## Given records
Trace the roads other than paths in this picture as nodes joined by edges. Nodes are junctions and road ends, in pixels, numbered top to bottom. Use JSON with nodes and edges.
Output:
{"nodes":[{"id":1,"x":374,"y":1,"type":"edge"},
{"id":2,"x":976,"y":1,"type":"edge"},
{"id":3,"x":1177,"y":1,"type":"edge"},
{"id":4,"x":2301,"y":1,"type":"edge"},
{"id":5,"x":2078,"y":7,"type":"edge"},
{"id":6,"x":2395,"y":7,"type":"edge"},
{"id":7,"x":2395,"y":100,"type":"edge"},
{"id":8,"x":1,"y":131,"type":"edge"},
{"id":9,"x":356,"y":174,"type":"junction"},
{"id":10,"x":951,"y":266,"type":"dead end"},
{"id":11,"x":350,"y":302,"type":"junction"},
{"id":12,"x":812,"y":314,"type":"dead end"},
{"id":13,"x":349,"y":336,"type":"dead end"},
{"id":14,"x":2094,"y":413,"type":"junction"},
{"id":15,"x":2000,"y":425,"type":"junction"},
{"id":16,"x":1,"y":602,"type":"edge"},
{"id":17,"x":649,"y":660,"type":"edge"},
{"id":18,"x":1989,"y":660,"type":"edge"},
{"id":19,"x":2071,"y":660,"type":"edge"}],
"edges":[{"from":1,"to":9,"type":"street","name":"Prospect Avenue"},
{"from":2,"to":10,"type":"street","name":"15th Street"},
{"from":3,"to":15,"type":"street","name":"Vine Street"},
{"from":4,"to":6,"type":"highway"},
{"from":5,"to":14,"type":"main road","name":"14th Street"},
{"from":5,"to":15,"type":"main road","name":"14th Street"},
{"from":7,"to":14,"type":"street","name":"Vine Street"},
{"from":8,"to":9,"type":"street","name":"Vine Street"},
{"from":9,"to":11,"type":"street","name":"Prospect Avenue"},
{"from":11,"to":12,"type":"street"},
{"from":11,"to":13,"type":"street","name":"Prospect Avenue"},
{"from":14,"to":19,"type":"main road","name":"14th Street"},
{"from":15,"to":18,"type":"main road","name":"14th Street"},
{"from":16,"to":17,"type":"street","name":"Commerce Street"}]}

## Work to complete
The listing above has to be repeated exactly, down to the last line.

## Answer section
Trace the roads other than paths in this picture as nodes joined by edges. Nodes are junctions and road ends, in pixels, numbered top to bottom. Use JSON with nodes and edges.
Output:
{"nodes":[{"id":1,"x":374,"y":1,"type":"edge"},
{"id":2,"x":976,"y":1,"type":"edge"},
{"id":3,"x":1177,"y":1,"type":"edge"},
{"id":4,"x":2301,"y":1,"type":"edge"},
{"id":5,"x":2078,"y":7,"type":"edge"},
{"id":6,"x":2395,"y":7,"type":"edge"},
{"id":7,"x":2395,"y":100,"type":"edge"},
{"id":8,"x":1,"y":131,"type":"edge"},
{"id":9,"x":356,"y":174,"type":"junction"},
{"id":10,"x":951,"y":266,"type":"dead end"},
{"id":11,"x":350,"y":302,"type":"junction"},
{"id":12,"x":812,"y":314,"type":"dead end"},
{"id":13,"x":349,"y":336,"type":"dead end"},
{"id":14,"x":2094,"y":413,"type":"junction"},
{"id":15,"x":2000,"y":425,"type":"junction"},
{"id":16,"x":1,"y":602,"type":"edge"},
{"id":17,"x":649,"y":660,"type":"edge"},
{"id":18,"x":1989,"y":660,"type":"edge"},
{"id":19,"x":2071,"y":660,"type":"edge"}],
"edges":[{"from":1,"to":9,"type":"street","name":"Prospect Avenue"},
{"from":2,"to":10,"type":"street","name":"15th Street"},
{"from":3,"to":15,"type":"street","name":"Vine Street"},
{"from":4,"to":6,"type":"highway"},
{"from":5,"to":14,"type":"main road","name":"14th Street"},
{"from":5,"to":15,"type":"main road","name":"14th Street"},
{"from":7,"to":14,"type":"street","name":"Vine Street"},
{"from":8,"to":9,"type":"street","name":"Vine Street"},
{"from":9,"to":11,"type":"street","name":"Prospect Avenue"},
{"from":11,"to":12,"type":"street"},
{"from":11,"to":13,"type":"street","name":"Prospect Avenue"},
{"from":14,"to":19,"type":"main road","name":"14th Street"},
{"from":15,"to":18,"type":"main road","name":"14th Street"},
{"from":16,"to":17,"type":"street","name":"Commerce Street"}]}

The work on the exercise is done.